THE TASK - What you return must be every line below that includes the word "image".

EXERCISE INPUTS -

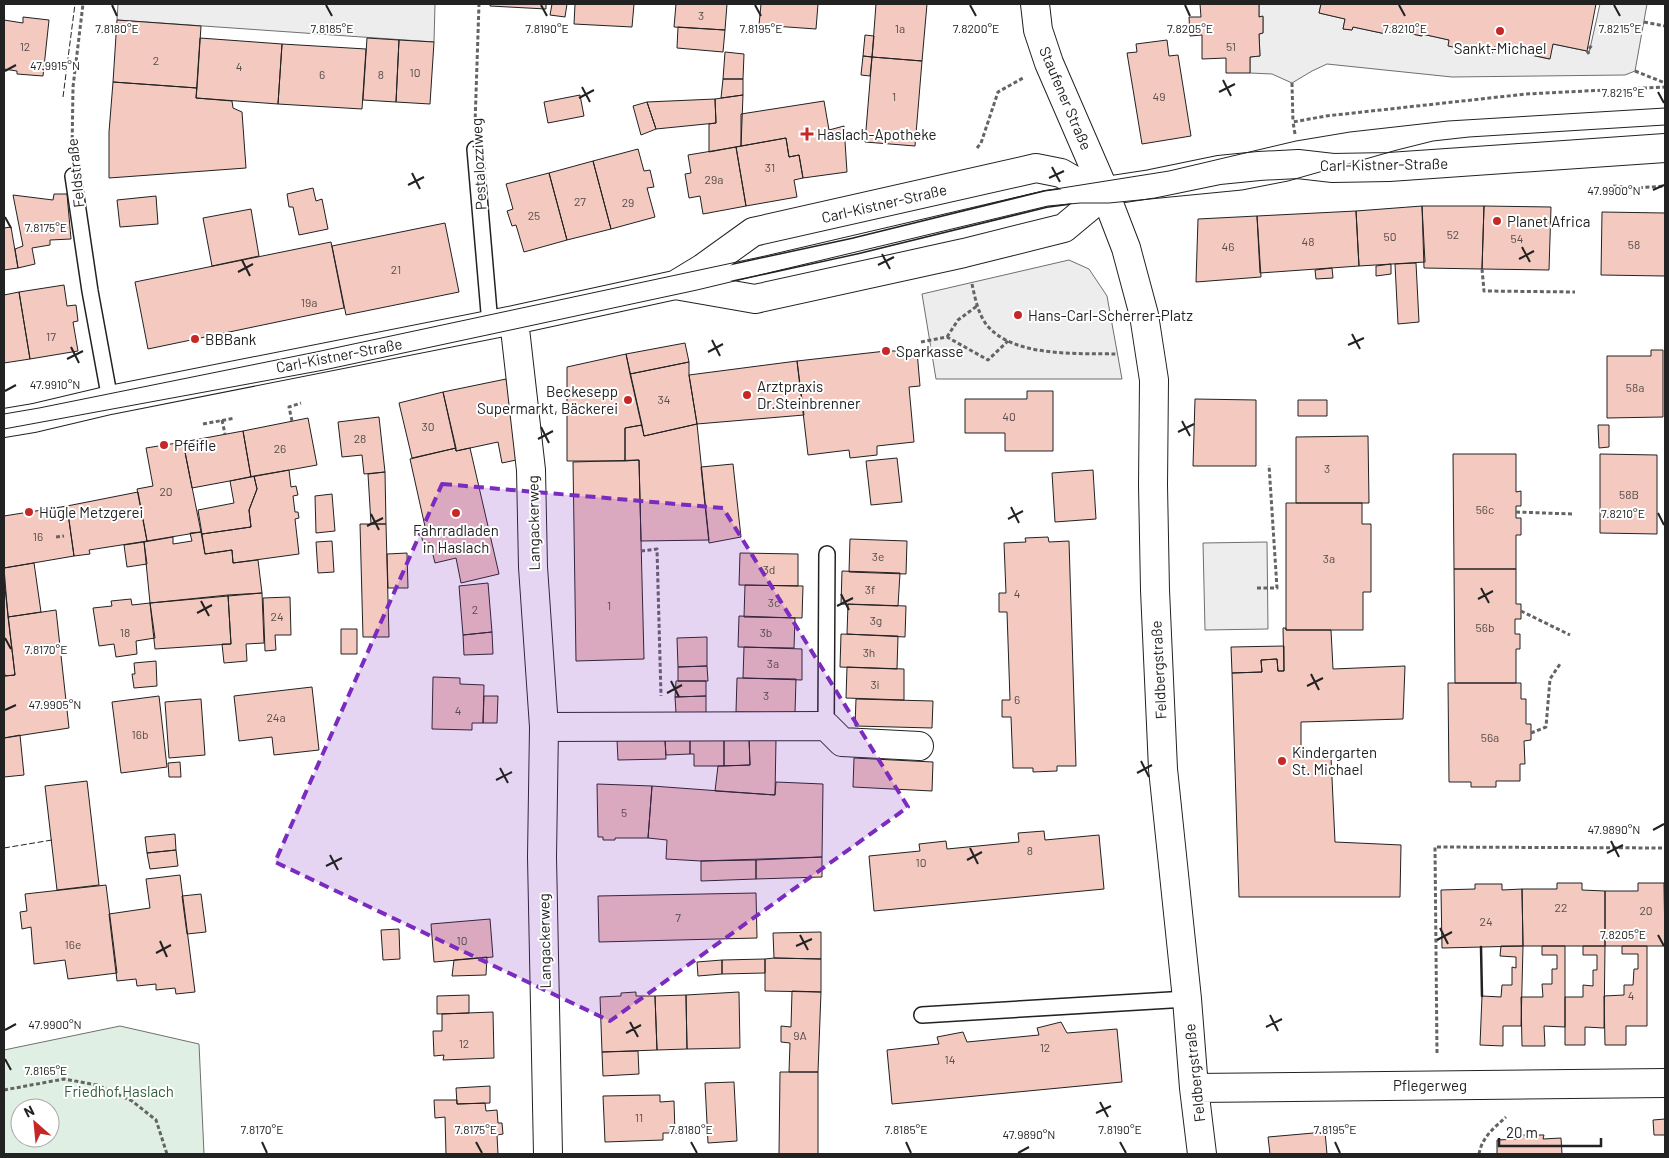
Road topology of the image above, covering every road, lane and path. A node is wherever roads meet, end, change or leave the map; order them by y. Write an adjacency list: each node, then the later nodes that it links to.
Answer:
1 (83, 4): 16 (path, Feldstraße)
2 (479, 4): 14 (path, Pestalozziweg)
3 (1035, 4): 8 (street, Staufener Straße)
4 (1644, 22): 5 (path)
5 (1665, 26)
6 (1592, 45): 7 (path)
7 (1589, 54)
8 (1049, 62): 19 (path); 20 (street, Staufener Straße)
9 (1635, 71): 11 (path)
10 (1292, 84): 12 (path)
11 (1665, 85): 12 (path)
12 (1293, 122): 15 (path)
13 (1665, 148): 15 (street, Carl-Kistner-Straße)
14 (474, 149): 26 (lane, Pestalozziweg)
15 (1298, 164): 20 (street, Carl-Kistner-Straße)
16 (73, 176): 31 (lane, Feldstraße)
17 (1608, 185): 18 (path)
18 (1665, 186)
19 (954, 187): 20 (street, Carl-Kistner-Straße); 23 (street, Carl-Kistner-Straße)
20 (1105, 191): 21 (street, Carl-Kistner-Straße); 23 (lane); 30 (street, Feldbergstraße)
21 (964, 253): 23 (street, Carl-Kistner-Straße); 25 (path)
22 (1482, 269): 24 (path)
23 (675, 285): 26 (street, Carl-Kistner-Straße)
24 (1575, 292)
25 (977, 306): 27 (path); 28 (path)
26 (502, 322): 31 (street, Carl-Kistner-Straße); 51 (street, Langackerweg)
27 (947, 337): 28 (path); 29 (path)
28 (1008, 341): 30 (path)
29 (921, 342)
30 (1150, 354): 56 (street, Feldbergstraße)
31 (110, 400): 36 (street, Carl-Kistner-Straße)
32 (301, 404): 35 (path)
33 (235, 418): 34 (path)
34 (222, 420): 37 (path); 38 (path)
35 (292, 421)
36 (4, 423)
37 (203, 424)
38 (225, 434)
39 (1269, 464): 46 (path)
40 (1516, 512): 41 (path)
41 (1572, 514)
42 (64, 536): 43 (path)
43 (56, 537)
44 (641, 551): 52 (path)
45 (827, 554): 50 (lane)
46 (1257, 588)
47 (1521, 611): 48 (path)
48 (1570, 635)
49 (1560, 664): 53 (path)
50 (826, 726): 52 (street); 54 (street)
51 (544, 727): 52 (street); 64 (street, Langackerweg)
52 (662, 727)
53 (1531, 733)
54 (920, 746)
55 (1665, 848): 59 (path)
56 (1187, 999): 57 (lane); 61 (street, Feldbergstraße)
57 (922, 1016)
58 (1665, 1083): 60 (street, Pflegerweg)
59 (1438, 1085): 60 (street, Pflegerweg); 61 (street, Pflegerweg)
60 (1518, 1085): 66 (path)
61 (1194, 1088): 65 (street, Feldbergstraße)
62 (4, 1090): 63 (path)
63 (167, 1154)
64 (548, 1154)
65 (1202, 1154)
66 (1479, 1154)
...
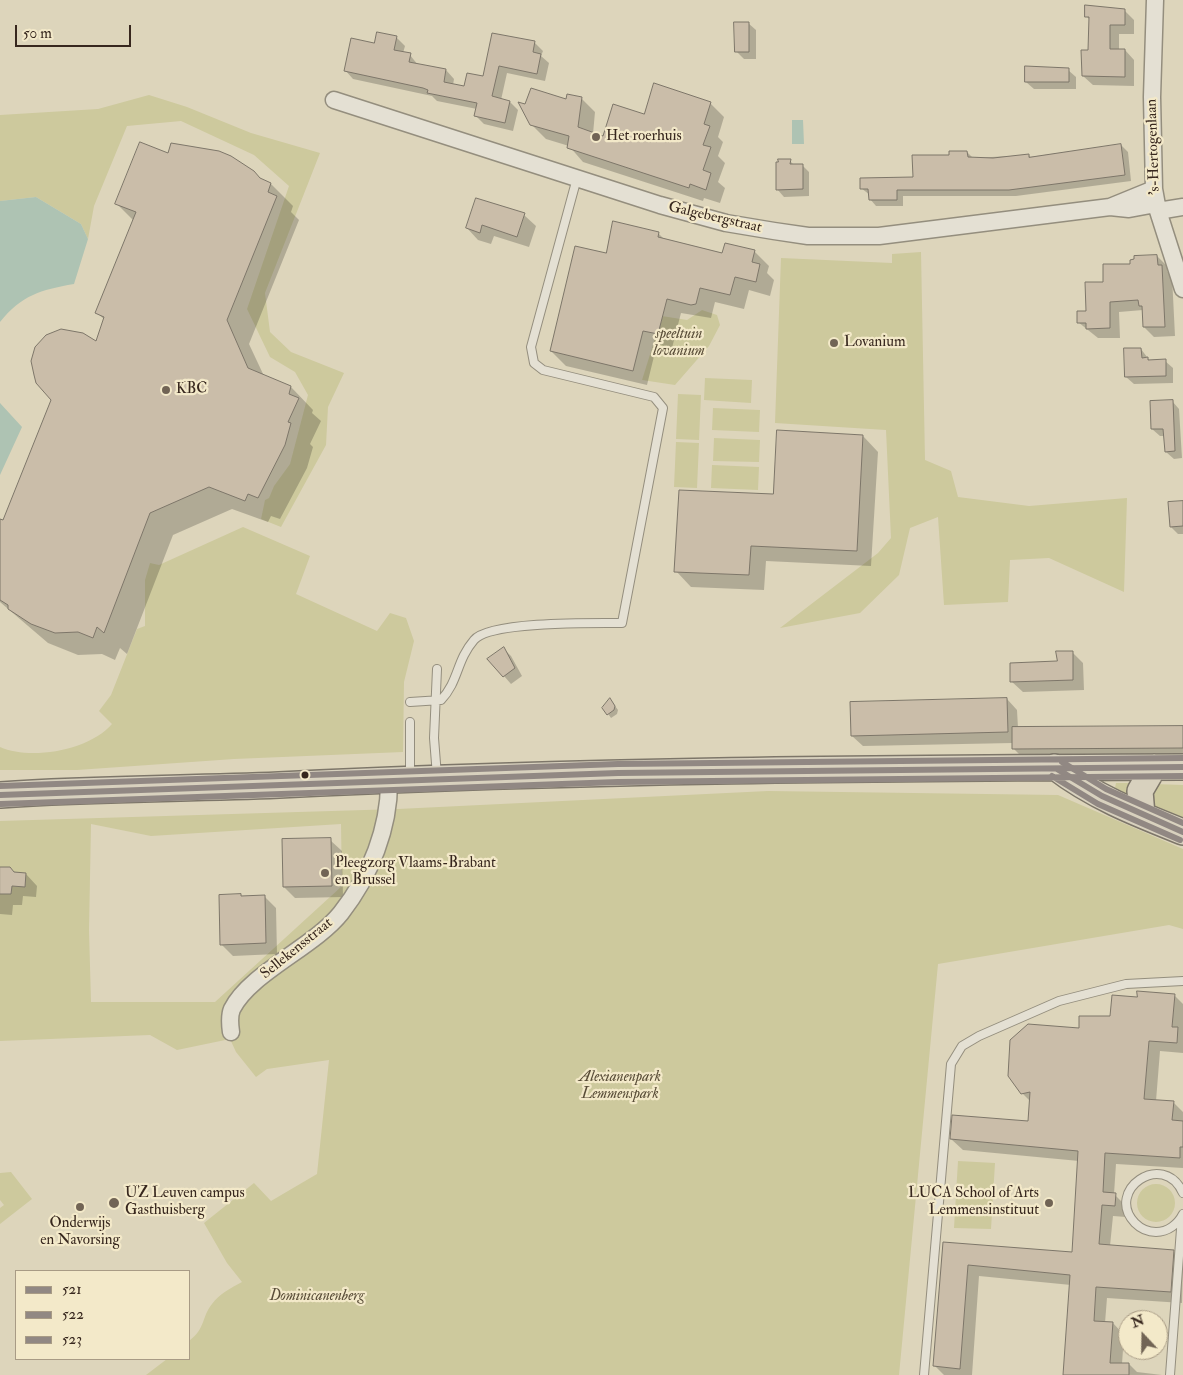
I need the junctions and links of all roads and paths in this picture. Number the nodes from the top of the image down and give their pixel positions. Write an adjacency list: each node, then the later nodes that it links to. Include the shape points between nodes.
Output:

FINISHED TASK -
Road topology of the image above, covering every road, lane and path. A node is wherever roads meet, end, change or leave the map; order them by y. Write an adjacency list: each node, then the later nodes that it links to.
I need the junctions and links of all roads and paths in this picture. Number the nodes from the top of the image down and give their pixel positions. Write an adjacency list: each node, then the later nodes that it links to. Include the shape points between nodes.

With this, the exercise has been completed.